The following infinitesimal transformation of phase space coordinates (for infinitesimal $\epsilon$) is apparently canonical (preserving Hamilton's equations and Poisson brackets):
$$ q_i' = q_i + \epsilon \frac{\partial g}{\partial p_i} $$
$$ p_i' = p_i - \epsilon \frac{\partial g}{\partial q_i} $$
where $g$ is the generator and a function of $q$ and $p$.

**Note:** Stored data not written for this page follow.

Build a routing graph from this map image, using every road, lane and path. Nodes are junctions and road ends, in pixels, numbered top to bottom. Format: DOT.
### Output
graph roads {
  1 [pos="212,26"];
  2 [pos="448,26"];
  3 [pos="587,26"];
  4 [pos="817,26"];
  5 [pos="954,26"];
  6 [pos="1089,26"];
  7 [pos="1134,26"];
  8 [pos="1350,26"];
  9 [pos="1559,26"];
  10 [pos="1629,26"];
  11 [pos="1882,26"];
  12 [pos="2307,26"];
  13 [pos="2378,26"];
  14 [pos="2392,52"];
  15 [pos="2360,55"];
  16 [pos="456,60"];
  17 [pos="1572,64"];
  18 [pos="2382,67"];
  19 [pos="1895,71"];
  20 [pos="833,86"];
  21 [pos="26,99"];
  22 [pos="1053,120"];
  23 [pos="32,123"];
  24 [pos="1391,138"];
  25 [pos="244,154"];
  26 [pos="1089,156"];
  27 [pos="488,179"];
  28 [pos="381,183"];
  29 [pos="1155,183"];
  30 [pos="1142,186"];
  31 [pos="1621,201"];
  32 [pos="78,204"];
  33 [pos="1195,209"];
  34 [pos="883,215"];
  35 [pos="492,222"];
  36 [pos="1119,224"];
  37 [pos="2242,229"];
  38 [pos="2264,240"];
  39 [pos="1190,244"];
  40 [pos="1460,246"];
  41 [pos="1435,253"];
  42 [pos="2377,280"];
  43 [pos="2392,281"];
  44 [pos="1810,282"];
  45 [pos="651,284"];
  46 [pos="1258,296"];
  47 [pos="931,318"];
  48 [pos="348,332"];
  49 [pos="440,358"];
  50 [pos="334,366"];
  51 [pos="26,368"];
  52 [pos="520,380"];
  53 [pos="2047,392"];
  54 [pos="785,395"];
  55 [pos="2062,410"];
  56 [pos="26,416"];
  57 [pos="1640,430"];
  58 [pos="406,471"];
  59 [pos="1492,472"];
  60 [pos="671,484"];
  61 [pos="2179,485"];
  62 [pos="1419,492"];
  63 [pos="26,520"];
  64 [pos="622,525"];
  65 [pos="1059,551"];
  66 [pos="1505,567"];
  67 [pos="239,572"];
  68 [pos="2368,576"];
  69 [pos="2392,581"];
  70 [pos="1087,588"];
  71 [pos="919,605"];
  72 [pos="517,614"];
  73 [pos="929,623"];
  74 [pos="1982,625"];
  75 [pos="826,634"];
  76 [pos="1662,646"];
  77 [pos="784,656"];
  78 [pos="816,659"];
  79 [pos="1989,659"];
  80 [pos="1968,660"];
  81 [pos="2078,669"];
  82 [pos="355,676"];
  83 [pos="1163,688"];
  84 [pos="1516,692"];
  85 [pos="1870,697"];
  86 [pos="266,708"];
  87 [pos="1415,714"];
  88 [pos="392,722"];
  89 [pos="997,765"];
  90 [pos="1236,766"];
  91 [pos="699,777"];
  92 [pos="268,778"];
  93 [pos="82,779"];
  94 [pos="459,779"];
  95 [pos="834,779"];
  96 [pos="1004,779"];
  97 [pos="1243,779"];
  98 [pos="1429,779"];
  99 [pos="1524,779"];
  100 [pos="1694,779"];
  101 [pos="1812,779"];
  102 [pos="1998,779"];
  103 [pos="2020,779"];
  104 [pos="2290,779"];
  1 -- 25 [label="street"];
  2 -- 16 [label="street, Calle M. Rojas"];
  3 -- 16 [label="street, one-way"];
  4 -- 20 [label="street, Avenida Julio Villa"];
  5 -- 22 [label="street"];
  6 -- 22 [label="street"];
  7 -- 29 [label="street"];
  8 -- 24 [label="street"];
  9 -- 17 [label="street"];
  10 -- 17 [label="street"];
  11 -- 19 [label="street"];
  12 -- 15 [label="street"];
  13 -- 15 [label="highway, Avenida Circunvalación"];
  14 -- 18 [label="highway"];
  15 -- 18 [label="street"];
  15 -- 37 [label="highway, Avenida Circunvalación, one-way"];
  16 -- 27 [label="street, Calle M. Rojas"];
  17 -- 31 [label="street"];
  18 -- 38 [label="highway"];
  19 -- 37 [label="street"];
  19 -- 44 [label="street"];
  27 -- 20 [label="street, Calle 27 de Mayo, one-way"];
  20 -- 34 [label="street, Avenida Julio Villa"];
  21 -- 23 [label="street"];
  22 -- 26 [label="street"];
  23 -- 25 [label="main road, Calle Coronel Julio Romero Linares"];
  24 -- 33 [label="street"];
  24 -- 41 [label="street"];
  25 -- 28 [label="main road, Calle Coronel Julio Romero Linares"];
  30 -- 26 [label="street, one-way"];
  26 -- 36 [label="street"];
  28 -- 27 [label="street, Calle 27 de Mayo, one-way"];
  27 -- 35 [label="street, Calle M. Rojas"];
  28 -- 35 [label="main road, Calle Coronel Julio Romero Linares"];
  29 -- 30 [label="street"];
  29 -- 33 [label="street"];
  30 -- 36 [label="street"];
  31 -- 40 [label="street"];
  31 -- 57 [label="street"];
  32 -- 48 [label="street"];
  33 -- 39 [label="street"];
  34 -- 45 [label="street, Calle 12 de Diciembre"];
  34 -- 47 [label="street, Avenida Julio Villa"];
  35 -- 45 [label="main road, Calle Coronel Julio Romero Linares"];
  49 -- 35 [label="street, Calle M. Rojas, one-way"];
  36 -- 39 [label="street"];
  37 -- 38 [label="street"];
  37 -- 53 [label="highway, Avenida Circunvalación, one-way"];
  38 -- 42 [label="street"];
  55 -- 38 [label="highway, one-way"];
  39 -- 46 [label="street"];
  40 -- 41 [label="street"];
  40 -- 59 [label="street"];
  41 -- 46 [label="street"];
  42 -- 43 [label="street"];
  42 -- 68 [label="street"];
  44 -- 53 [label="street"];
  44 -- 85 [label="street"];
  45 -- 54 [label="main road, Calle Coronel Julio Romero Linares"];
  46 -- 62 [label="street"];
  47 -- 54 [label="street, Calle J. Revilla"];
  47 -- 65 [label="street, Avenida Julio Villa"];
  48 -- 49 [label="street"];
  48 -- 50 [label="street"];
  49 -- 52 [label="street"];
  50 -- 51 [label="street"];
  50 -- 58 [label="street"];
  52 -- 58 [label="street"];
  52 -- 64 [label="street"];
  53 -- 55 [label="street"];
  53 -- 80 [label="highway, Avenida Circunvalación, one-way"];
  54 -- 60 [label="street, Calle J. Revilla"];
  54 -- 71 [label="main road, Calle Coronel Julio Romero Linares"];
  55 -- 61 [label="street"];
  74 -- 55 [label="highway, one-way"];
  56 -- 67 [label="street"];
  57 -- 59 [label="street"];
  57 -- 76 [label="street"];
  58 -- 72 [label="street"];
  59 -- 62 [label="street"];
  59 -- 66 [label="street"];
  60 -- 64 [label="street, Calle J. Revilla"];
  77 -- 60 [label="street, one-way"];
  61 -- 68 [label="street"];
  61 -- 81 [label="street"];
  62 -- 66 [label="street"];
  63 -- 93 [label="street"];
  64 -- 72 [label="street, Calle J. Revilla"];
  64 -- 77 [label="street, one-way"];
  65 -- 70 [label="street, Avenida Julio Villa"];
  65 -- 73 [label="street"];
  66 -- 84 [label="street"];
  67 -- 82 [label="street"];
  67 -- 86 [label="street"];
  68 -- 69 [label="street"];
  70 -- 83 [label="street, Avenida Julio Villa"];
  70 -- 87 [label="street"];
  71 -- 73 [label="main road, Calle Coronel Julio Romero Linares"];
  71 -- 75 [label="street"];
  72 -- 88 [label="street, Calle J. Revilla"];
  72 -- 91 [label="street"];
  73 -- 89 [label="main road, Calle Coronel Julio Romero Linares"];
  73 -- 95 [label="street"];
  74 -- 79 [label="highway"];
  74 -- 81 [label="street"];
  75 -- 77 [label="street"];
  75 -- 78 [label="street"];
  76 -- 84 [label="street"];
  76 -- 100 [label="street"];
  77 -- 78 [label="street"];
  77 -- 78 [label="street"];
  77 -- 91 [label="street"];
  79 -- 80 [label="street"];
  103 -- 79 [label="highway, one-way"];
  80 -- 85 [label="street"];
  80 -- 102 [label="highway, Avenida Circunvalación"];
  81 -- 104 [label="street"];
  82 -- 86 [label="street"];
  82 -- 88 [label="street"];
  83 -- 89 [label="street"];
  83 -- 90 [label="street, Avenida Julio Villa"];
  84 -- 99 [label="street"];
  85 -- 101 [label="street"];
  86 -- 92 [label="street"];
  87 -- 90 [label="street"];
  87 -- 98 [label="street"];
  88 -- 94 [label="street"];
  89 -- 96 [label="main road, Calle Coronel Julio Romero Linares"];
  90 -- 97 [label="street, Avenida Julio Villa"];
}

When computing the conditions for being canonical in terms of Poisson Brackets $\{q_i', q_j'\} = 0$, $\{p_i', p_j'\} = 0$, $\{q_i', p_j'\} = \delta_{ij}$. There seems to be second-order partial derivative terms that don't cancel. For example,
$$\{q_i', q_j'\} = \Sigma_k (\frac{\partial q_i'}{\partial q_k} \frac{\partial q_j'}{\partial p_k} - \frac{\partial q_i'}{\partial p_k} \frac{\partial q_j'}{\partial q_k}) = [(1 + \epsilon \frac{\partial ^2 g}{\partial q_i \partial p_i})(\epsilon \frac{\partial ^2 g}{\partial p_i \partial p_j}) - (\epsilon \frac{\partial ^2 g}{(\partial p_i)^2})(\epsilon \frac{\partial ^2 g}{\partial q_i \partial p_j})] + [(\epsilon \frac{\partial ^2 g}{\partial p_i \partial q_j}) (\epsilon \frac{\partial ^2 g}{(\partial p_j)^2}) - (\epsilon \frac{\partial ^2 g}{\partial p_j \partial p_i})(1 + \epsilon \frac{\partial ^2 g}{\partial q_j \partial p_j})] + \Sigma_{k \neq i,j} (\frac{\partial q_i'}{\partial q_k} \frac{\partial q_j'}{\partial p_k} - \frac{\partial q_i'}{\partial p_k} \frac{\partial q_j'}{\partial q_k}).$$
It doesn't look like these first sets of terms for $i$ and $j$ cancel and neither do the sum of the terms not with respect to $i$, or $j$. I see a similar issue with the other Poisson Brackets. Are these second-order partial derivatives all 0? I'm not sure what I am missing. If possible, any hints would be appreciated.